Any solutions or hints on how to solve this problem would be appreciated.
If we are not restricted by "using the master theorem", then either a better version of the master theorem, the versatile Akra-Bazzi method or the elementary way to show many recurrence relations mean $\Theta(n)$ or $\Theta(n\ln n)$ is an easy approach.
Otherwise, let us see how we can use the master theorem. We assume here $t(n)\geq 0$ for all $n \geq 0$, although the final asymptotic answer is actually valid without that non-negativity restriction. Let $c$, $m$ be two positive constants such that $t(n) \lt m$ for all $n < c$.
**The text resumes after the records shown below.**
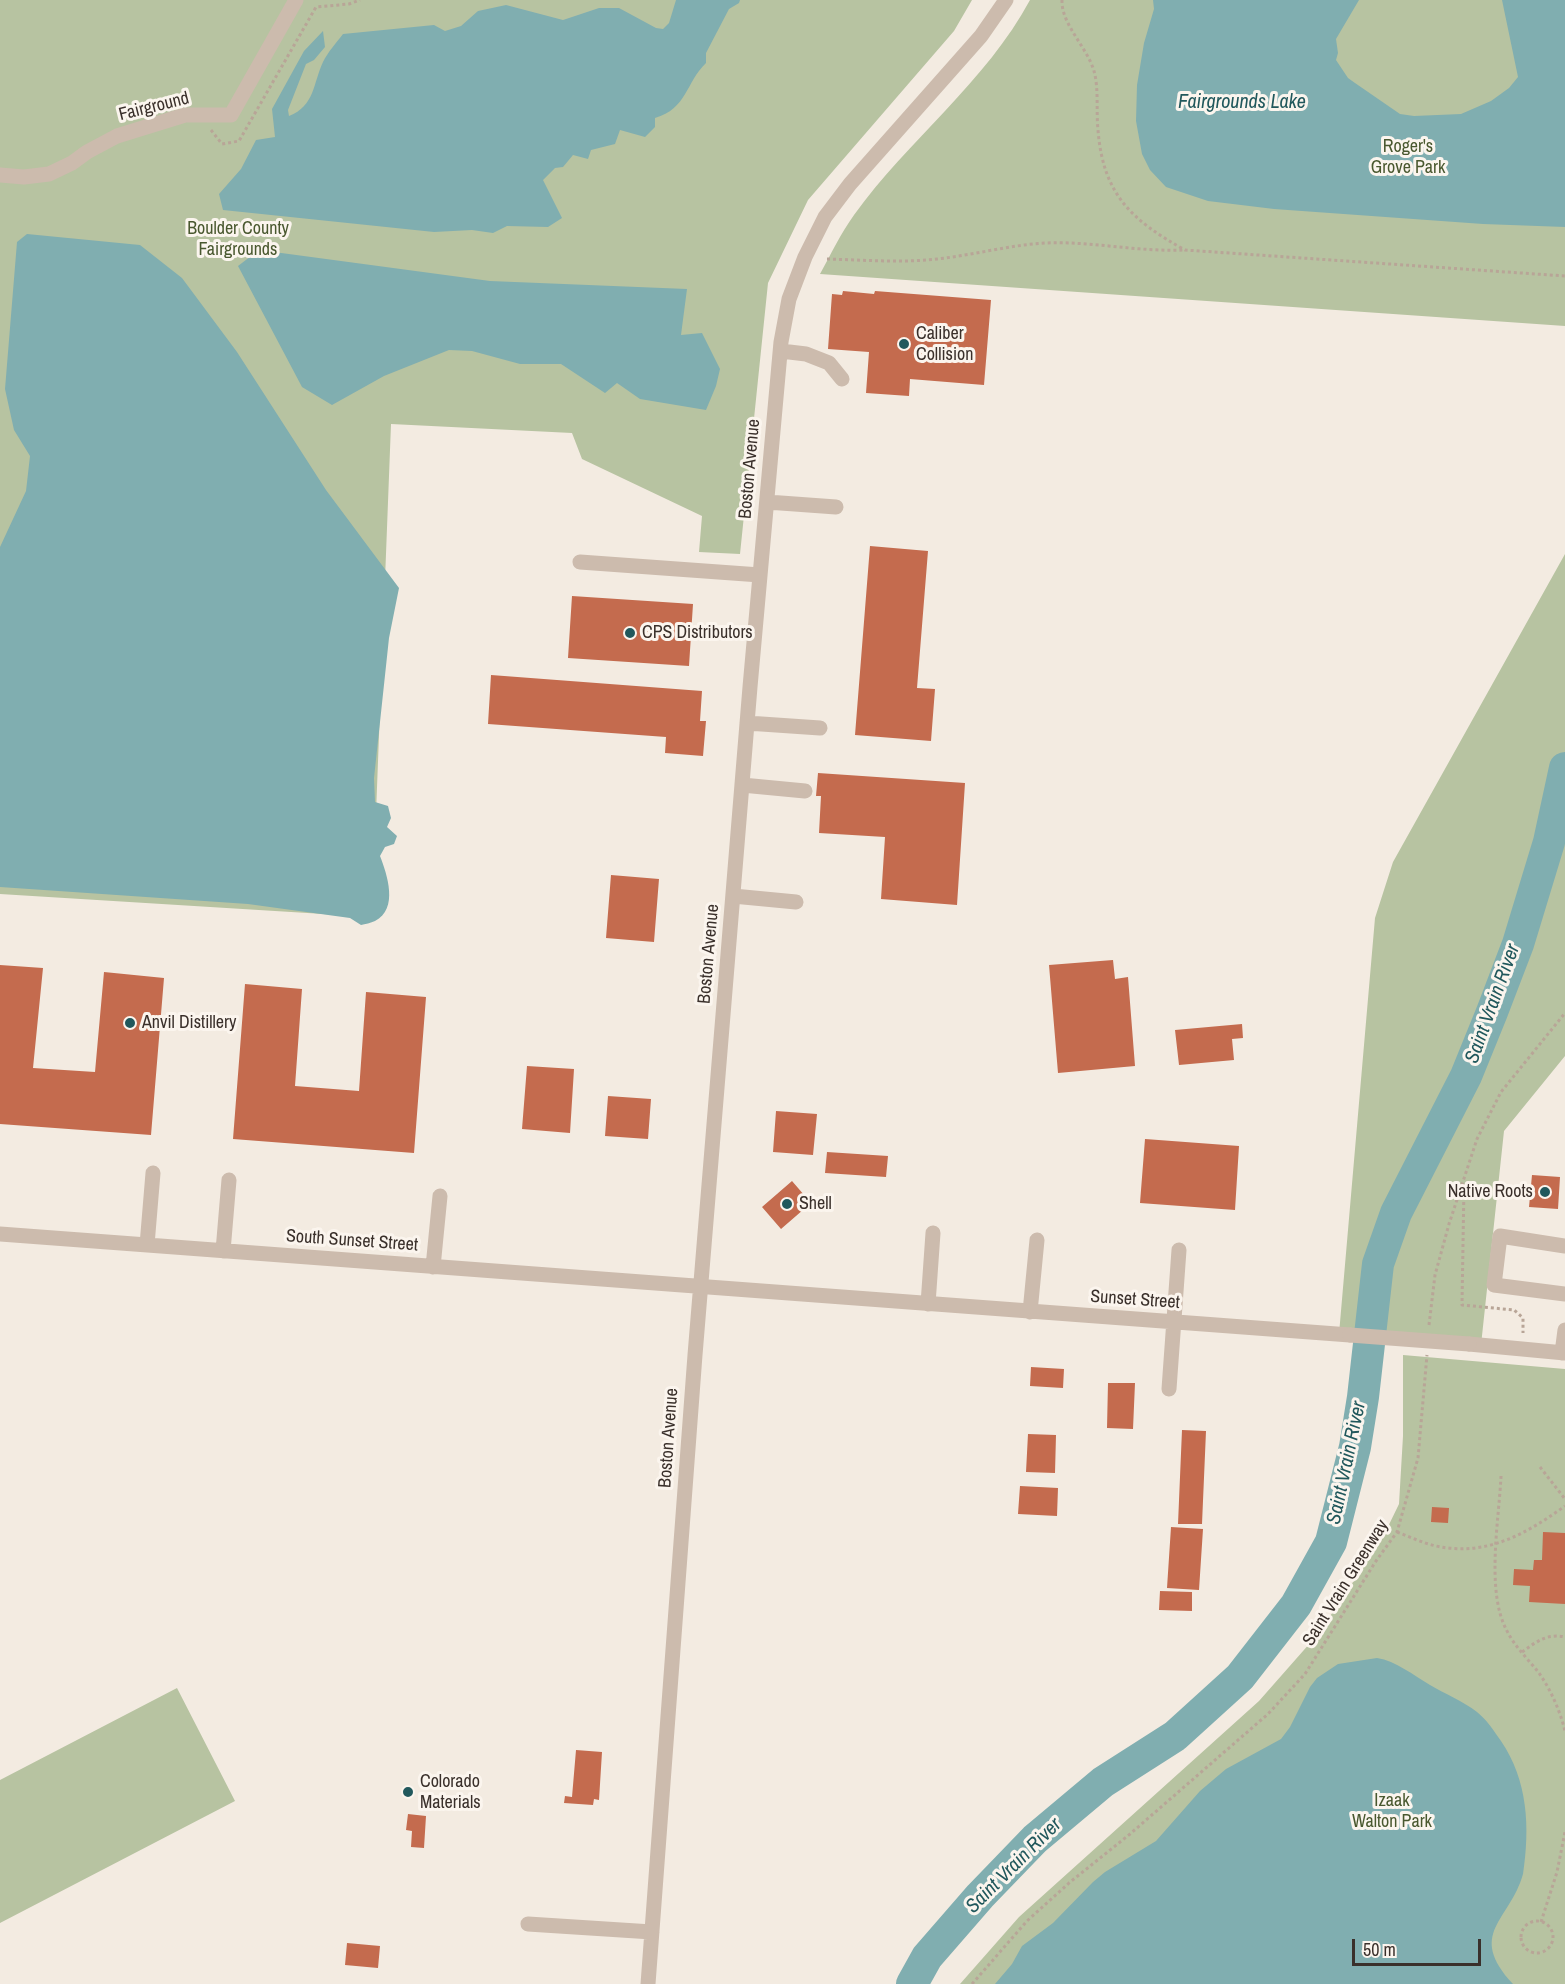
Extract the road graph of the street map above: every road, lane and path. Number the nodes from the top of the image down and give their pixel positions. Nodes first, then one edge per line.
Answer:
1 (296, 0) edge
2 (360, 0) edge
3 (1006, 0) edge
4 (1062, 0) edge
5 (205, 115) junction
6 (0, 175) edge
7 (1185, 250) junction
8 (827, 260) dead end
9 (1565, 276) edge
10 (780, 351) junction
11 (842, 379) dead end
12 (766, 502) junction
13 (836, 507) dead end
14 (580, 562) dead end
15 (760, 575) junction
16 (747, 723) junction
17 (820, 728) dead end
18 (742, 785) junction
19 (805, 791) dead end
20 (733, 896) junction
21 (796, 902) dead end
22 (1565, 1013) edge
23 (153, 1173) dead end
24 (230, 1180) dead end
25 (440, 1196) dead end
26 (933, 1233) dead end
27 (0, 1234) edge
28 (1038, 1240) dead end
29 (147, 1245) junction
30 (1565, 1246) edge
31 (1179, 1250) dead end
32 (223, 1251) junction
33 (433, 1267) junction
34 (702, 1287) junction
35 (1565, 1294) edge
36 (928, 1304) junction
37 (1030, 1312) junction
38 (1173, 1322) junction
39 (1429, 1329) dead end
40 (1565, 1330) edge
41 (1427, 1351) dead end
42 (1564, 1353) edge
43 (1169, 1389) dead end
44 (1540, 1467) dead end
45 (1502, 1476) dead end
46 (1565, 1499) edge
47 (1565, 1506) edge
48 (1397, 1532) junction
49 (1497, 1545) junction
50 (1565, 1637) edge
51 (1522, 1653) junction
52 (1565, 1731) edge
53 (1565, 1832) edge
54 (1541, 1922) junction
55 (528, 1924) dead end
56 (652, 1932) junction
57 (648, 1984) edge
58 (972, 1984) edge

1 - 5 street, Fairground
2 - 5 path
3 - 10 street, Boston Avenue
4 - 7 path
5 - 6 street, Fairground
7 - 8 path
7 - 9 path
10 - 11 street
10 - 12 street, Boston Avenue
12 - 13 street
12 - 15 street, Boston Avenue
14 - 15 street
15 - 16 street, Boston Avenue
16 - 17 street
16 - 18 street, Boston Avenue
18 - 19 street
18 - 20 street, Boston Avenue
20 - 21 street
20 - 34 street, Boston Avenue
22 - 39 path
23 - 29 street
24 - 32 street
25 - 33 street
26 - 36 street
27 - 29 street, South Sunset Street
28 - 37 street
29 - 32 street, South Sunset Street
30 - 35 street
31 - 38 street
32 - 33 street, South Sunset Street
33 - 34 street, South Sunset Street
34 - 36 street, Sunset Street
34 - 56 street, Boston Avenue
36 - 37 street, Sunset Street
37 - 38 street, Sunset Street
38 - 42 street, Sunset Street, bridge
38 - 43 street
40 - 42 street
41 - 48 path, Saint Vrain Greenway
44 - 46 path
45 - 49 path
47 - 49 path
48 - 49 path
48 - 58 path, Saint Vrain Greenway
49 - 51 path
50 - 51 path
51 - 52 path
53 - 54 path
54 - 54 path
55 - 56 street
56 - 57 street, Boston Avenue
To bound $t$ from below, let us define function $t_1$ by $$t_1(n) = \begin{cases} 0 & n <= c\\ t_1\left(\frac{n}{5}\right) + n & n\gt c \end{cases}$$
To bound $t$ from above, let us define function $t_2$ by $$t_2(n) = \begin{cases} m & n <= c\\ t_2\left(\frac{n}{5}\right) + (t_2\left(\frac{n}{5}\right) + m) + n & n\gt c \end{cases}$$
The rest of this solution will be proving $t_1(n)\leq t(n)\leq t_2(n)$ for all $n\ge 0$ by induction followed by applying the master theorem to $t_1$ and $t_2$ to show that $t(n) = \Theta(n)$. It is left as an easy exercise for interested readers.